I'm thinking so, given they say that they can print displays and memory. That suggests that they can do a pretty decent number of semiconductors, which indeed could be rather useful.
They describe being able to print memory, with logic planned in the future. They also talk about commercializing and scaling the process.
Rights management for physical goods seems to be the most commonly touted usecase for this. Another example usecase I have heard mentioned is a thermometer and an indicator that changes colour to indicate spoilage that can be printed into the label of temperature sensitive goods.
If this is cheaper than RFID tags, I'm seriously considering starting a company around selling a fridge device that could keep track of food that had a tag printed on them.
The Jetsons fridge that has always been promised, but never made. A fridge that could buy your food for you!
I think it was never made because it's useless. I know perfectly what's in my fridge. The problem is in deciding what's still edible and then maybe go for some grocery shopping.
There are other companies in this field too. Right next town here is PolyIC who does printed circuits for years for use as touch buttons, printed RfID, and alike. http://www.polyic.com/
Standard critique of TPM includes pointing out that manufacture is a black box of trust. The ability to completely control both software and hardware seems like it would make this scheme more desirable.
To mitigate against the concern of parasitic capacitance raised by @pmoriarty, I would decouple the display layer from the computational layer using a shielding substrate.
You could get a very similar effect to what you're proposing if you used a future-version of a flexible OLED screen like the ones that LG[1] (and others) are beginning to produce. It's not exactly the case (yet) where you could fabricate it at home with your super cool electronics inject printer. It is, however, definitely a step in the right direction for giving enterprising people the ability to create open-source and bespoke tablets, phones, and other media devices that previously were only within the reach of very well-funded companies.
Fucking terrible that what they considered the number one item to mention on that page is how many patents they hold, rather than what the thing is, does, or is good for.
It's a form of signaling[0]. In this case, it means: "Like you what you see here? Well unfortunately we can't sell it to you since we don't have the manufacturing capacity. So you'll have to license our IP so you can build it yourself."
Case in point, Xerox licensed their IP and is already putting units in the field[1].
To be honest: they have been around for 20 years and haven't really done anything yet. I don't think they will. I think they want to sell their patents to a troll.
High performance, nanometer-scale silicon would obviously still have to be manufactured the classic way, because, nanometers. But, instead of buying a precious tablet, you order a ribbon of of peel & stick wafers, of commodity CPU and RAM chips. You then stick them onto a printed, flexible nv-mem + screen to enable it to compute at modern speeds.

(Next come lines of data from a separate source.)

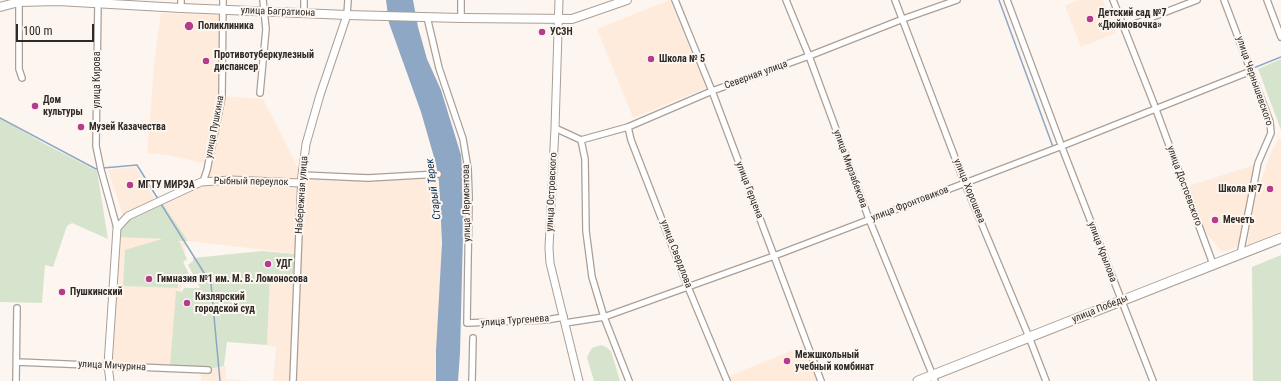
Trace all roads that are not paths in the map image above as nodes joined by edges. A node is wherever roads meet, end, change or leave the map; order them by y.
1 (58, 0) edge
2 (223, 0) edge
3 (263, 0) edge
4 (304, 0) edge
5 (348, 0) edge
6 (461, 0) edge
7 (559, 0) edge
8 (627, 0) edge
9 (676, 0) edge
10 (786, 0) edge
11 (895, 0) edge
12 (957, 0) edge
13 (1007, 0) edge
14 (1113, 0) edge
15 (1197, 0) edge
16 (1224, 0) edge
17 (1267, 0) edge
18 (19, 1) edge
19 (98, 2) edge
20 (140, 3) edge
21 (181, 4) edge
22 (0, 7) edge
23 (223, 9) junction
24 (264, 11) junction
25 (304, 12) junction
26 (347, 15) junction
27 (424, 17) junction
28 (461, 18) junction
29 (558, 19) junction
30 (903, 19) junction
31 (1124, 28) junction
32 (1281, 37) edge
33 (809, 56) junction
34 (1251, 71) junction
35 (22, 78) dead end
36 (712, 91) junction
37 (260, 92) dead end
38 (1155, 107) junction
39 (628, 127) junction
40 (555, 128) junction
41 (581, 140) junction
42 (1061, 144) junction
43 (438, 174) dead end
44 (302, 175) junction
45 (203, 182) junction
46 (301, 183) junction
47 (965, 184) junction
48 (869, 219) junction
49 (117, 228) junction
50 (1281, 239) edge
51 (1240, 255) junction
52 (774, 256) junction
53 (1213, 264) junction
54 (688, 287) junction
55 (1121, 301) junction
56 (17, 308) dead end
57 (604, 317) junction
58 (564, 320) junction
59 (467, 323) joint
60 (473, 338) dead end
61 (1030, 338) junction
62 (17, 362) junction
63 (108, 365) junction
64 (208, 370) dead end
65 (933, 378) edge
66 (16, 381) edge
67 (110, 381) edge
68 (293, 381) edge
69 (472, 381) edge
70 (579, 381) edge
71 (629, 381) edge
72 (727, 381) edge
73 (821, 381) edge
74 (918, 381) edge
75 (922, 381) edge
76 (1046, 381) edge
77 (1153, 381) edge

1 - 18 main road, улица Багратиона
1 - 19 main road, улица Багратиона
2 - 23 street, улица Пушкина
3 - 24 street
4 - 25 street
5 - 26 street
6 - 28 street
7 - 29 street, улица Островского
8 - 29 main road
9 - 36 street, улица Герцена
10 - 33 street, улица Мирзабекова
11 - 30 street, улица Хорошева
12 - 30 street, Северная улица
13 - 42 street, улица Крылова
14 - 31 street, улица Достоевского
15 - 31 street
16 - 34 street, улица Чернышевского
17 - 32 street
18 - 22 main road, улица Багратиона
18 - 35 street
19 - 20 main road, улица Багратиона
19 - 49 street, улица Кирова
20 - 21 main road, улица Багратиона
21 - 23 main road, улица Багратиона
23 - 24 main road, улица Багратиона
23 - 45 street, улица Пушкина
24 - 25 main road, улица Багратиона
24 - 37 street
25 - 26 main road, улица Багратиона
26 - 27 main road, улица Багратиона
26 - 44 street, Набережная улица
27 - 28 main road
27 - 59 street, улица Лермонтова
28 - 29 main road
29 - 40 street, улица Островского
30 - 33 street, Северная улица
30 - 47 street, улица Хорошева
31 - 38 street, улица Достоевского
33 - 36 street, Северная улица
33 - 48 street, улица Мирзабекова
34 - 38 street, улица Фронтовиков
34 - 51 street, улица Чернышевского
36 - 39 street, Северная улица
36 - 52 street, улица Герцена
38 - 42 street, улица Фронтовиков
38 - 53 street, улица Достоевского
39 - 41 street, Северная улица
39 - 54 street, улица Свердлова
40 - 41 street
40 - 58 street, улица Островского
41 - 57 street
42 - 47 street, улица Фронтовиков
42 - 55 street, улица Крылова
43 - 44 street, Рыбный переулок
44 - 46 street, Набережная улица
45 - 46 street, Рыбный переулок
45 - 49 street, Рыбный переулок
46 - 68 street, Набережная улица
47 - 48 street, улица Фронтовиков
47 - 61 street, улица Хорошева
48 - 52 street, улица Фронтовиков
48 - 65 street, улица Мирзабекова
49 - 63 street
50 - 51 main road, улица Победы
51 - 53 main road, улица Победы
51 - 55 main road, улица Победы
52 - 54 street, улица Фронтовиков
52 - 73 street, улица Герцена
53 - 55 main road, улица Победы
54 - 57 street, улица Фронтовиков
54 - 72 street, улица Свердлова
55 - 61 main road, улица Победы
55 - 77 street, улица Крылова
56 - 62 street
57 - 58 street, улица Фронтовиков
57 - 71 street
58 - 59 street, улица Тургенева
58 - 70 street, улица Островского
60 - 69 street
61 - 65 main road, улица Победы
61 - 76 street, улица Хорошева
62 - 63 street, улица Мичурина
62 - 66 street
63 - 64 street, улица Мичурина
63 - 67 street
65 - 74 main road, улица Победы
65 - 75 main road, улица Победы

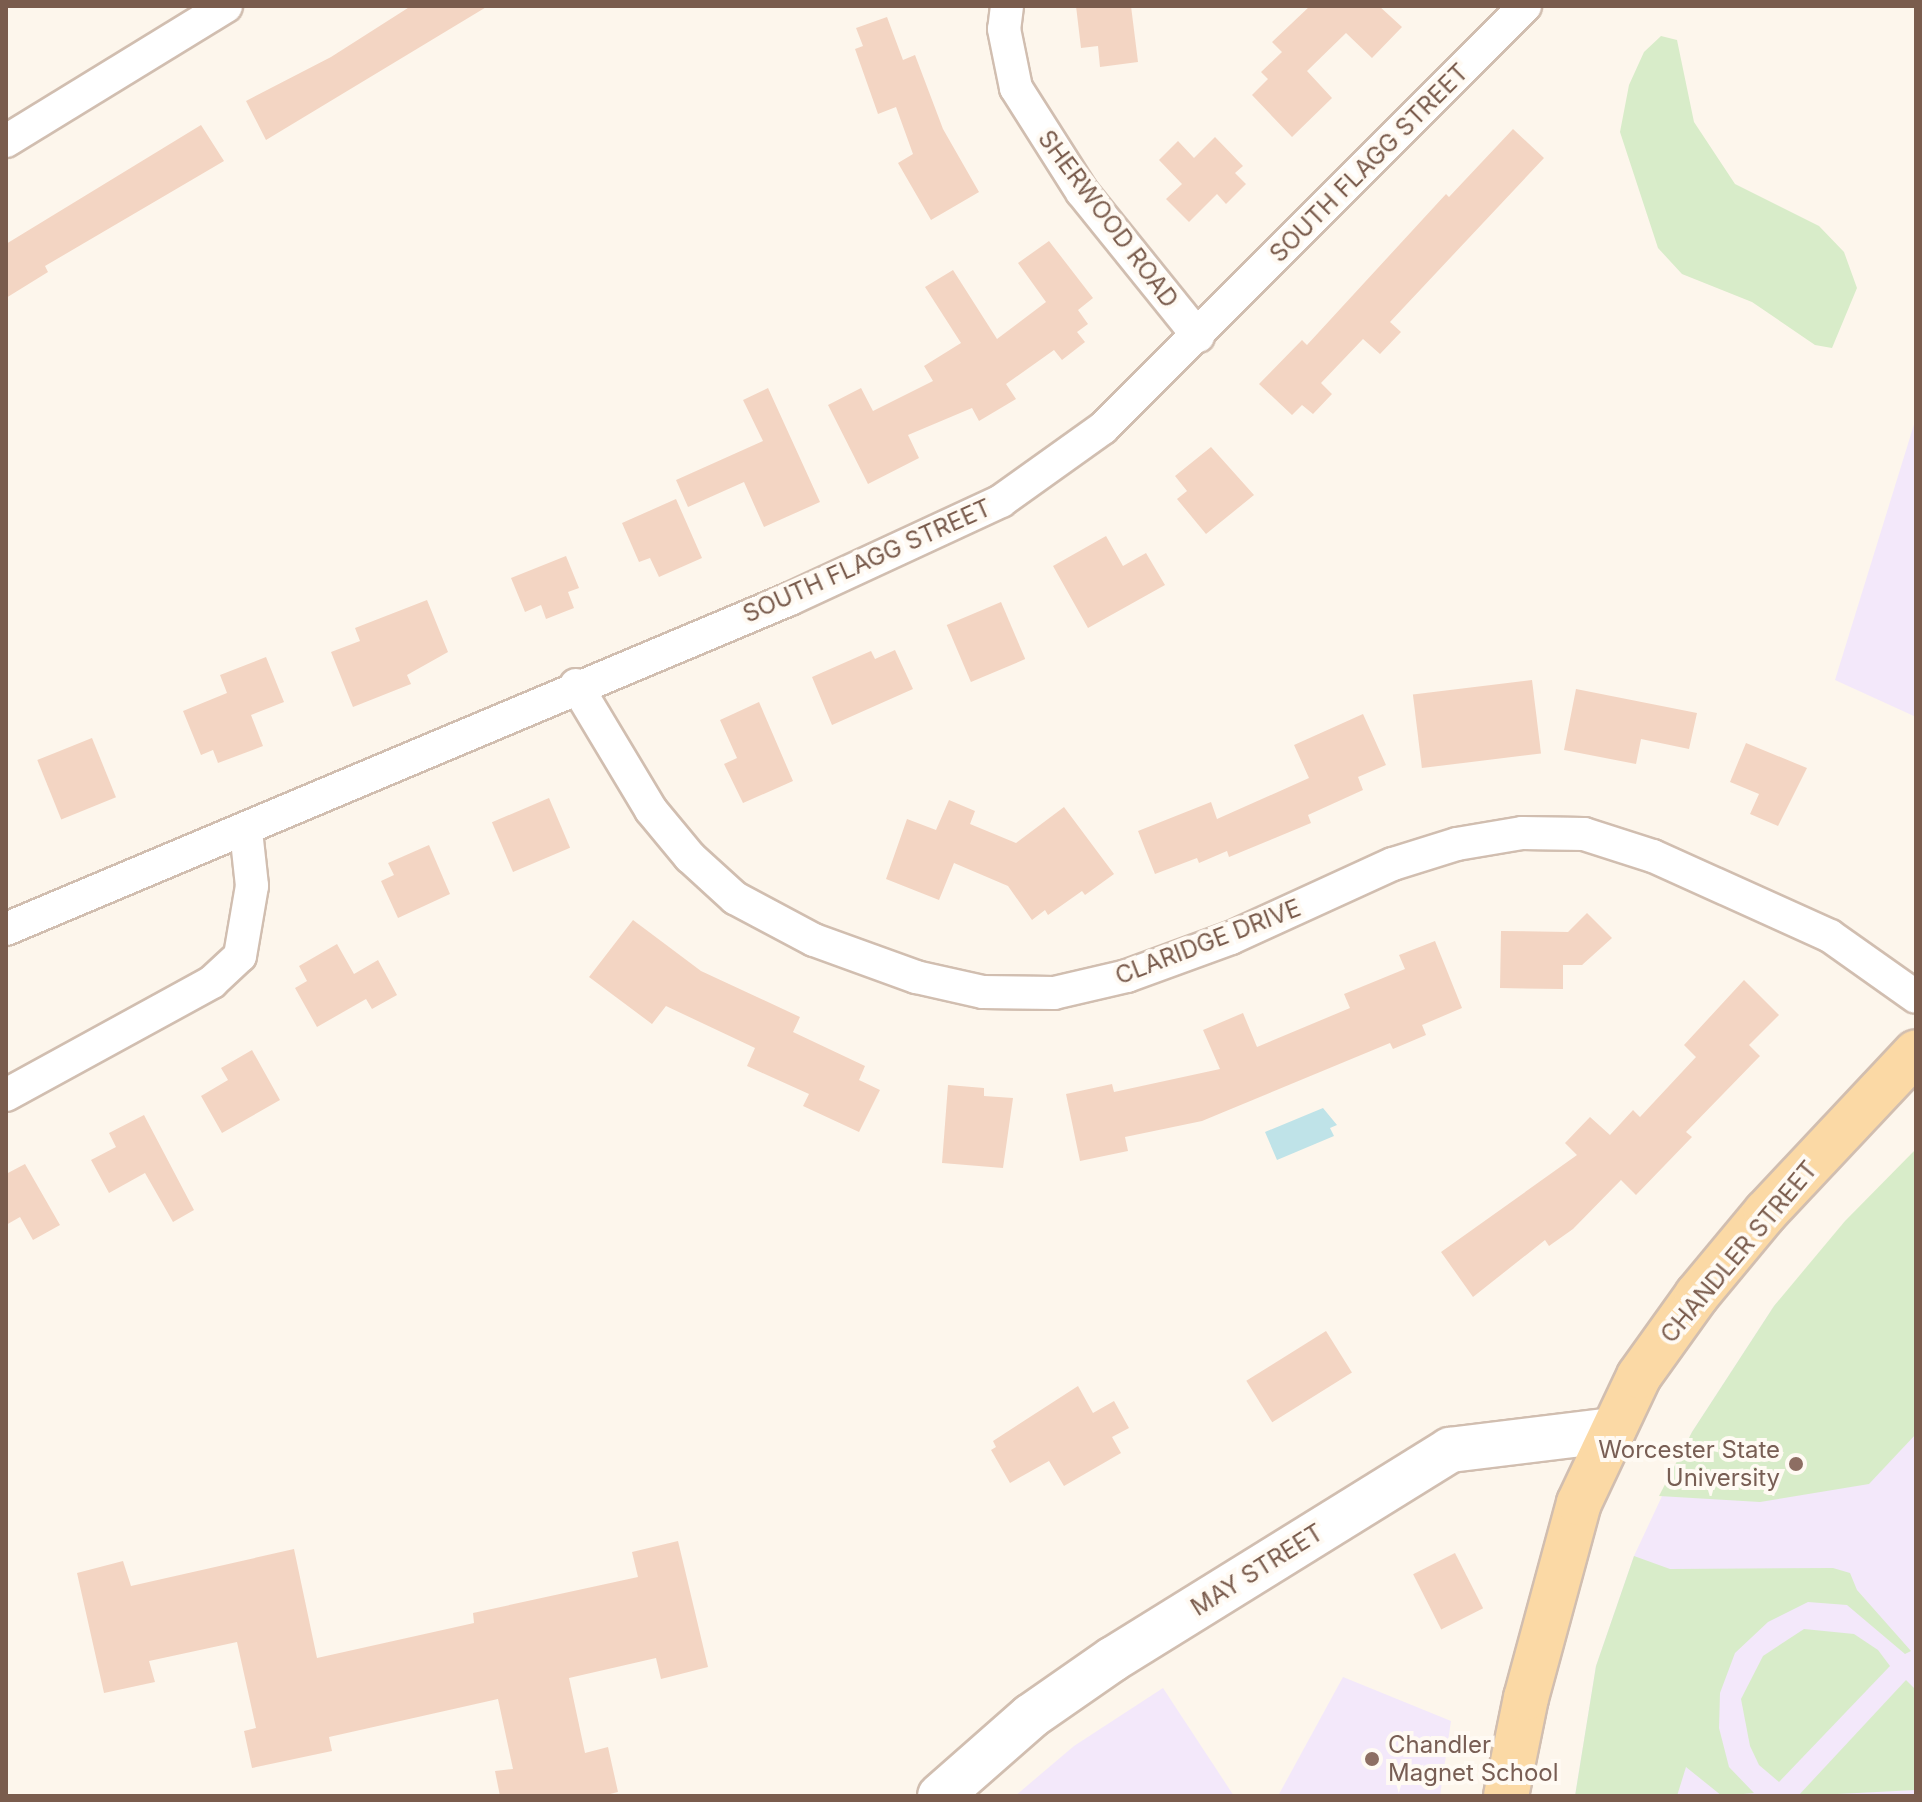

As people get used to disposable, custom electronics, they learn that for most of what they do with a single sheet of "paper", they actually need very little computing power. Rugged, cheap, micrometer-scale CPUs make a comeback. Kids study them in grade school, using an ordinary optical microscope. IC designers start to optimize for readability. The general public begins to take responsibility for their hardware and software stack, the way they take responsibility for their vehicle and their home.